(Dataset entries)
______
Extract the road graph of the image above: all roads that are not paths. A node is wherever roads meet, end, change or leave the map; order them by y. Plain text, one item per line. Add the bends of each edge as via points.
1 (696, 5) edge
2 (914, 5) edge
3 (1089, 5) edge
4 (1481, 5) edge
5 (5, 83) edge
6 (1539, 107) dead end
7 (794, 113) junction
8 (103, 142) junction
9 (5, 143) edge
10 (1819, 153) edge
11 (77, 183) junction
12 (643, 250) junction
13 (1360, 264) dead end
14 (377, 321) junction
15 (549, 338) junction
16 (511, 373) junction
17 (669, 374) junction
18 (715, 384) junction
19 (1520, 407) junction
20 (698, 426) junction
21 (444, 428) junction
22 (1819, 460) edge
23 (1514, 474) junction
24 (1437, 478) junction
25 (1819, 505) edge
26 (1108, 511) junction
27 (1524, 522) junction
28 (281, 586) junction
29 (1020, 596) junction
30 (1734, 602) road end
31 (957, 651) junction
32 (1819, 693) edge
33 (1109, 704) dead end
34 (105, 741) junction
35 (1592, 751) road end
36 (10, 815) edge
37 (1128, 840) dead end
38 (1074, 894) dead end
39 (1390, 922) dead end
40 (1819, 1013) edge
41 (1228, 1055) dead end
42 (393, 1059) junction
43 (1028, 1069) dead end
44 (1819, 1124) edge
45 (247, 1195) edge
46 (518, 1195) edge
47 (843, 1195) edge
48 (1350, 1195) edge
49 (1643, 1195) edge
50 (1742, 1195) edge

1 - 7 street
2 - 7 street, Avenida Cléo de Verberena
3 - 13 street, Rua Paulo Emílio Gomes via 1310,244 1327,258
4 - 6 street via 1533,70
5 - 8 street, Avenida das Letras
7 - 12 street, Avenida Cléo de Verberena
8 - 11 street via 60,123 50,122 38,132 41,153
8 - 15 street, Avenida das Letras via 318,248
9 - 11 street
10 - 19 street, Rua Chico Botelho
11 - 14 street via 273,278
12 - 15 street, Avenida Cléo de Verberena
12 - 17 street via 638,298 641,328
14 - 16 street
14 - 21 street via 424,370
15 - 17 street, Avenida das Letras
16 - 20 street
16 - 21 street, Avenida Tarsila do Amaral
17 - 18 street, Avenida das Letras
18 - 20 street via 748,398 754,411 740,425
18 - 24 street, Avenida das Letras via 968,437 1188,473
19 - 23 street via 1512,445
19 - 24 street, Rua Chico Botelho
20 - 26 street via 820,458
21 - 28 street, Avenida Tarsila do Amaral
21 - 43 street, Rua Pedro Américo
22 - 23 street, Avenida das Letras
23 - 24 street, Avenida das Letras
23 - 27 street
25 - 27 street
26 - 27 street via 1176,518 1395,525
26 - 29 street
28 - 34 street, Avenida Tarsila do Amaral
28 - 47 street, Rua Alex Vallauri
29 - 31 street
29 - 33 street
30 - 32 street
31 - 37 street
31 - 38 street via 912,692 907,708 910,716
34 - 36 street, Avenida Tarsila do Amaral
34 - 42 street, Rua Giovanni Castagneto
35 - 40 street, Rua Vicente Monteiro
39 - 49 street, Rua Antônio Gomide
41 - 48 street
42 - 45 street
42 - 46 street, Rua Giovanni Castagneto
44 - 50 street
______
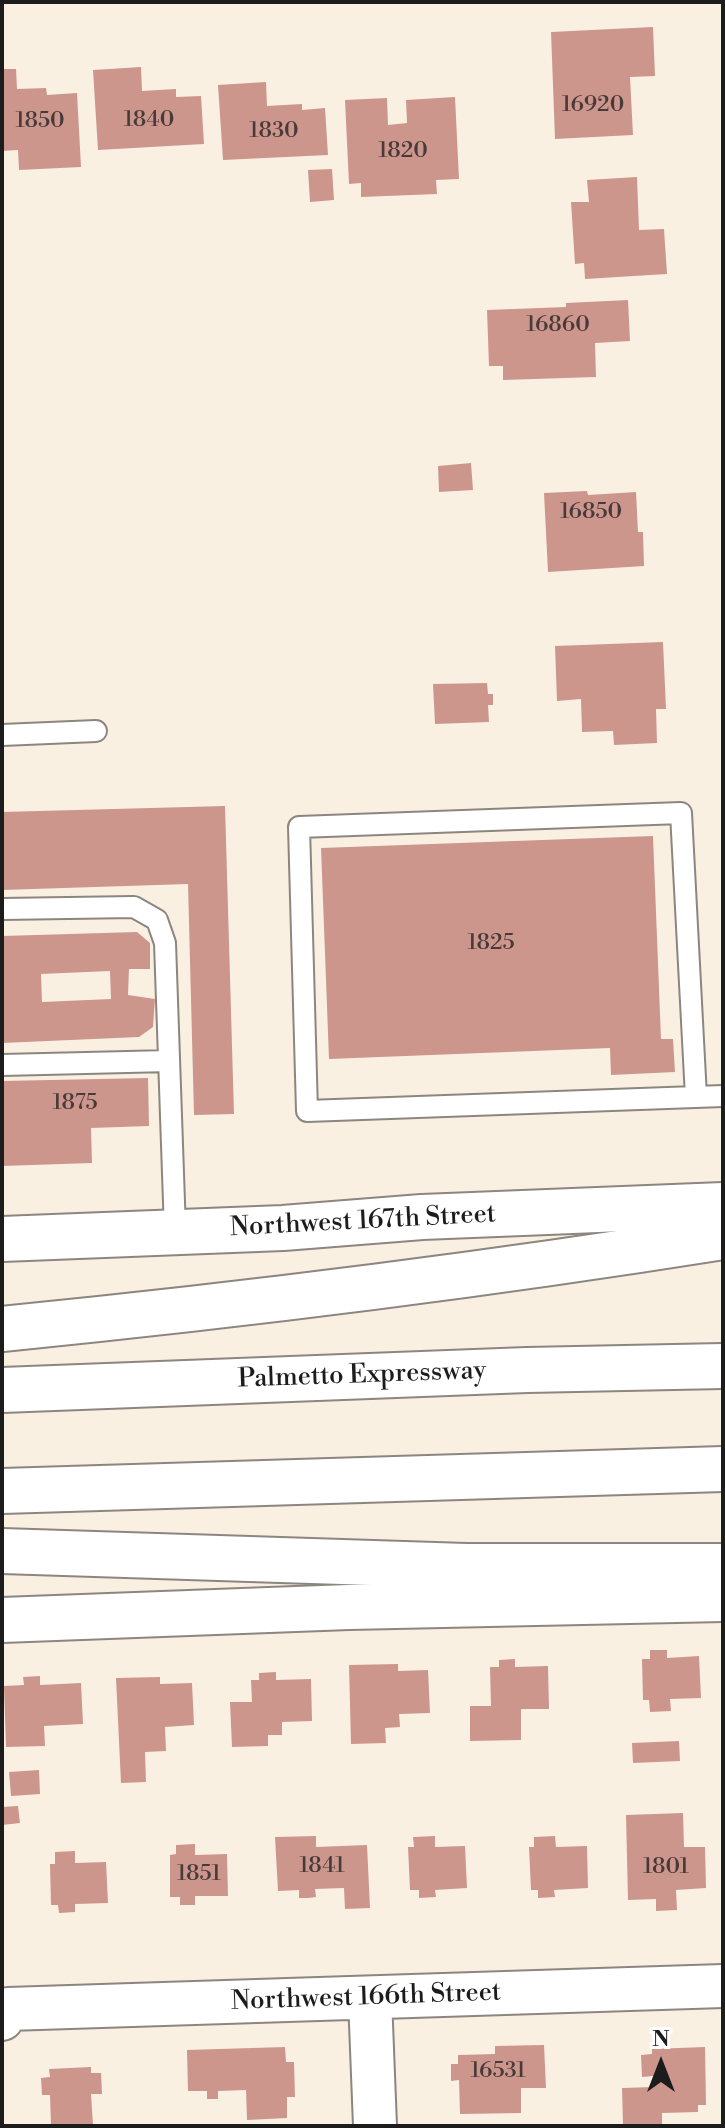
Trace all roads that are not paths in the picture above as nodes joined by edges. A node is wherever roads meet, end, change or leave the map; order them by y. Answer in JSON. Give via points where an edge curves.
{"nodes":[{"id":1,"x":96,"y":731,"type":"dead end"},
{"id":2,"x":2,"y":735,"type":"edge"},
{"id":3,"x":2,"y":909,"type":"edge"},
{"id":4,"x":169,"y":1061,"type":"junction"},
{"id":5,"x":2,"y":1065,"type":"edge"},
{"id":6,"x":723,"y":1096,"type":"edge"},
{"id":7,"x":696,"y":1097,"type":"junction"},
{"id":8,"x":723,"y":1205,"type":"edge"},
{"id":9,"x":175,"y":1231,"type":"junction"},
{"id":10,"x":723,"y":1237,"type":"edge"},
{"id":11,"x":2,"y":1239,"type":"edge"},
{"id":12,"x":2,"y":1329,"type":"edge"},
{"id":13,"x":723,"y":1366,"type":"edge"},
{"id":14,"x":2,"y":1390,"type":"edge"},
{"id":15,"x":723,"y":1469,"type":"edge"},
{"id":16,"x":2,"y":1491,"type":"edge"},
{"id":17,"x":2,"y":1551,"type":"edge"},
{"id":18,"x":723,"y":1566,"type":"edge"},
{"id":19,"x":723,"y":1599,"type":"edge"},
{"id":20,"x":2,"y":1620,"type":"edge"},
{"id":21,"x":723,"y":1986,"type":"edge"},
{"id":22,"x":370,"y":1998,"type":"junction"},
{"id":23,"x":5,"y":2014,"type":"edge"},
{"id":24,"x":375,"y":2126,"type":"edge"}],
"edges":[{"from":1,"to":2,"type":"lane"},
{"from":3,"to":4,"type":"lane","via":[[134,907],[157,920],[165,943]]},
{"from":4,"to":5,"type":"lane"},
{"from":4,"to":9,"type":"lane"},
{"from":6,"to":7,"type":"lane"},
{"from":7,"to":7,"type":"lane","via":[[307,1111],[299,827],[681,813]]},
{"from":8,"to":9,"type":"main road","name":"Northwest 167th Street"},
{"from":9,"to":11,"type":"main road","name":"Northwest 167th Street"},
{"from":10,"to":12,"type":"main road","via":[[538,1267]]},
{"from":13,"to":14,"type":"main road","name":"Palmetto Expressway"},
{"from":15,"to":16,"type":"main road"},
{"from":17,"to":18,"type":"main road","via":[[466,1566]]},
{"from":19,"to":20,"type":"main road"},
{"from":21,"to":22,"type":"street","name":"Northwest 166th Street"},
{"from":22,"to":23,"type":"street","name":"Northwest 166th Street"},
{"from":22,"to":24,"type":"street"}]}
______
Problem -
Total lines with "lane" in the records above: report that figure alone.

Response -
6